• _Aim of the task_
Among the lines of the records below, copy those that hold the word "main".

• _Input records_
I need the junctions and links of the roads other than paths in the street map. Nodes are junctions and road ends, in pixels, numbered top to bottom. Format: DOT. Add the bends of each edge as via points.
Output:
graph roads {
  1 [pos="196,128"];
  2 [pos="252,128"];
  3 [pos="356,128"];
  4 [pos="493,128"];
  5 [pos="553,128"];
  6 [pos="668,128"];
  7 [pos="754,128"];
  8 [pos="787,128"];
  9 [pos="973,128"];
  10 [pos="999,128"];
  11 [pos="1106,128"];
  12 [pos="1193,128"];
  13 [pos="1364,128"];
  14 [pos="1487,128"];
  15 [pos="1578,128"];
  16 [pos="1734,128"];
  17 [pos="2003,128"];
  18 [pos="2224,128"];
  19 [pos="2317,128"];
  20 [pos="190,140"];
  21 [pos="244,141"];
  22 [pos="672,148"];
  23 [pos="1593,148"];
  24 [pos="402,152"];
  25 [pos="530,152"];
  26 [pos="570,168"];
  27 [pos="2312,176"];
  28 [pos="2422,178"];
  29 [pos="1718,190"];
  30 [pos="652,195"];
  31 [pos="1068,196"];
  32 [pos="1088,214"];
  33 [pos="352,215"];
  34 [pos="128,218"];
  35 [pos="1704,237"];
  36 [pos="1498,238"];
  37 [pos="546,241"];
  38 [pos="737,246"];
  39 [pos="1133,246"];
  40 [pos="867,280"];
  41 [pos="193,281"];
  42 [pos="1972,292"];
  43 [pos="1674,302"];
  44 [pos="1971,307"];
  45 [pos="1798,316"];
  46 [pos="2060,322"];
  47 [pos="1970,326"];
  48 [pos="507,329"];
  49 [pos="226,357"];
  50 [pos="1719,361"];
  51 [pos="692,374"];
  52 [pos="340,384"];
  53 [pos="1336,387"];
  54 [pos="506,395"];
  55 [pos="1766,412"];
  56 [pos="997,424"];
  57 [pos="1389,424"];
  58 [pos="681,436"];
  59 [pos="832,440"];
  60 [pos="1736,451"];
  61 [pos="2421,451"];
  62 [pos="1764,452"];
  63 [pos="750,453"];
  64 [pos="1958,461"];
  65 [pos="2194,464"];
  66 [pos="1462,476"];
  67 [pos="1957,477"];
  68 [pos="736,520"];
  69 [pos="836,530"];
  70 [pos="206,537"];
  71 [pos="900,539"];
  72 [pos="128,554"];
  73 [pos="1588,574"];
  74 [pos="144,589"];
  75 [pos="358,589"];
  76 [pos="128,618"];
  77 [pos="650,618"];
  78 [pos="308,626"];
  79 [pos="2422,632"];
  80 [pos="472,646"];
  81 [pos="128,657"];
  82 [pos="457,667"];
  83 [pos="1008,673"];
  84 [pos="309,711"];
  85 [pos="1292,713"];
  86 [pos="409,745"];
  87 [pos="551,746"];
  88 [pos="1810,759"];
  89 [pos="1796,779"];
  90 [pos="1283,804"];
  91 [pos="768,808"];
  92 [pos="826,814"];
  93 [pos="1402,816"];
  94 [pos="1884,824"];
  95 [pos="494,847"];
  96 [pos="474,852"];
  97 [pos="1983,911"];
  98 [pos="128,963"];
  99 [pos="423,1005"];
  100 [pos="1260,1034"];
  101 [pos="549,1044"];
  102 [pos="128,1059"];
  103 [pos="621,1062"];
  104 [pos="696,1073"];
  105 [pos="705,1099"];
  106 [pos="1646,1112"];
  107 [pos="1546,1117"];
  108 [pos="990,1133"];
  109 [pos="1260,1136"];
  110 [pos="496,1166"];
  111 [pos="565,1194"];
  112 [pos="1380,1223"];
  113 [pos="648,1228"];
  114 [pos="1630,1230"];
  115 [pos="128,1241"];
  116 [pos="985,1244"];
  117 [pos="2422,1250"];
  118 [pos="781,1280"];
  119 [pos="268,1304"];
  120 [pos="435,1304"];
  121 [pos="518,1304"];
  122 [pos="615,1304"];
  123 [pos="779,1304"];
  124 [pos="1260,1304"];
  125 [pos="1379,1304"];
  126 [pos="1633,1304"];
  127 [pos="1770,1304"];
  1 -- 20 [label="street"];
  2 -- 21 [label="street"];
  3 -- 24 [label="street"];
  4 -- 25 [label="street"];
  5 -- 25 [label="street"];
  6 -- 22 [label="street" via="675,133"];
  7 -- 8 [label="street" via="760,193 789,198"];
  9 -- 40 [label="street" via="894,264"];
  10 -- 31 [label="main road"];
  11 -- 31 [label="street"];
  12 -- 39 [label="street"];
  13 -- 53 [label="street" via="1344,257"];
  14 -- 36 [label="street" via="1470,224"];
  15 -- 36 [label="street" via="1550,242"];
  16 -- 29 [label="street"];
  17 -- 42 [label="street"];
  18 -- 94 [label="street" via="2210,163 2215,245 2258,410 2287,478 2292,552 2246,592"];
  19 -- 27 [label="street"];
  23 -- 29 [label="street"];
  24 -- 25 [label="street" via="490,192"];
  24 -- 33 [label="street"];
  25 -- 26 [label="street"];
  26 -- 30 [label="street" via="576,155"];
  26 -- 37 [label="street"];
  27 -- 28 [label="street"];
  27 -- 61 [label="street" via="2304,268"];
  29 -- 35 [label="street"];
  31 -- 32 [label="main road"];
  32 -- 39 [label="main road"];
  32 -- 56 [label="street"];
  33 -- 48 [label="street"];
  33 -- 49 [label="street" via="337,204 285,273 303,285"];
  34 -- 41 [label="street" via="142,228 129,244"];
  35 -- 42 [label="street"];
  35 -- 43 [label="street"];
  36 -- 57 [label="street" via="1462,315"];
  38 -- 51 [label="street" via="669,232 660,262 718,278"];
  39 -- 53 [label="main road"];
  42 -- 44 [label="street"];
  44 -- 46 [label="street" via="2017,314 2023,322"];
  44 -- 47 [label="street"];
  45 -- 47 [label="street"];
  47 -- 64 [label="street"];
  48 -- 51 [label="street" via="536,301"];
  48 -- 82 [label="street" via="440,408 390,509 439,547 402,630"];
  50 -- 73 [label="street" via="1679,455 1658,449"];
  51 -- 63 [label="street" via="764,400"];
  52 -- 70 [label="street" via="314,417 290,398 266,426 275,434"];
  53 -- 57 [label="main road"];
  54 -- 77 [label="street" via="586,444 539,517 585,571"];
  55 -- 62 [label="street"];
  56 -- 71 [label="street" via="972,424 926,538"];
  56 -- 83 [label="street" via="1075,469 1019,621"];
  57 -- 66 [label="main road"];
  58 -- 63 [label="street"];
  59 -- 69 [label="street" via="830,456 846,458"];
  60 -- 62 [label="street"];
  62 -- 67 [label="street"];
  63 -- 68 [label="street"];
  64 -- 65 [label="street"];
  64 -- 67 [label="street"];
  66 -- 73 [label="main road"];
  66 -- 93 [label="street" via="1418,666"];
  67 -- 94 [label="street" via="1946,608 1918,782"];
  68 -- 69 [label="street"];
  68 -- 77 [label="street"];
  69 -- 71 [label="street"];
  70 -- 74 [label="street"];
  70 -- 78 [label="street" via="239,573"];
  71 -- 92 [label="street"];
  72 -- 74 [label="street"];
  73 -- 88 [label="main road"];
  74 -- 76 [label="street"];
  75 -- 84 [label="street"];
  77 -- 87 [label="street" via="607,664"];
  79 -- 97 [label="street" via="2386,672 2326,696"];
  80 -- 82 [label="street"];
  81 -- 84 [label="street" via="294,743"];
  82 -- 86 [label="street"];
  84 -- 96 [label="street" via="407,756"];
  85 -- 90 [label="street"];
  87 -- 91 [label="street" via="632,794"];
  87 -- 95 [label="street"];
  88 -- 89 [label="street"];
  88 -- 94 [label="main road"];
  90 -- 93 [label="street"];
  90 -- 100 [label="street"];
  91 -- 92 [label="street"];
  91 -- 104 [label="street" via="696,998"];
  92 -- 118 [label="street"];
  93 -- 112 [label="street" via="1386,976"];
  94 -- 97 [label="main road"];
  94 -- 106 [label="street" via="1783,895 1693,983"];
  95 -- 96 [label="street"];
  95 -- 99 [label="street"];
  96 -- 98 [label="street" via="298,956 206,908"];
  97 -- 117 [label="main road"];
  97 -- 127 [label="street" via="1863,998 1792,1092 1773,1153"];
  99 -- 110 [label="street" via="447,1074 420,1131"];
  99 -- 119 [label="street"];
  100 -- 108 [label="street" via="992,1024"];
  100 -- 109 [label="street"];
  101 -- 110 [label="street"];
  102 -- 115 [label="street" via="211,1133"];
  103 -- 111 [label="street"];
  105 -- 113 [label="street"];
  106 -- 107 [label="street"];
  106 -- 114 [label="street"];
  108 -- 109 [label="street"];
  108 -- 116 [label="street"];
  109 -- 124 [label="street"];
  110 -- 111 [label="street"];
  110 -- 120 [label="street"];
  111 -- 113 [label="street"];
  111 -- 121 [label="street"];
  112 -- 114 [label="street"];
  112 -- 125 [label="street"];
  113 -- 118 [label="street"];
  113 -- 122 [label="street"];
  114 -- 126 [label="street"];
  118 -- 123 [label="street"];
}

• _Exercise response_
  10 -- 31 [label="main road"];
  31 -- 32 [label="main road"];
  32 -- 39 [label="main road"];
  39 -- 53 [label="main road"];
  53 -- 57 [label="main road"];
  57 -- 66 [label="main road"];
  66 -- 73 [label="main road"];
  73 -- 88 [label="main road"];
  88 -- 94 [label="main road"];
  94 -- 97 [label="main road"];
  97 -- 117 [label="main road"];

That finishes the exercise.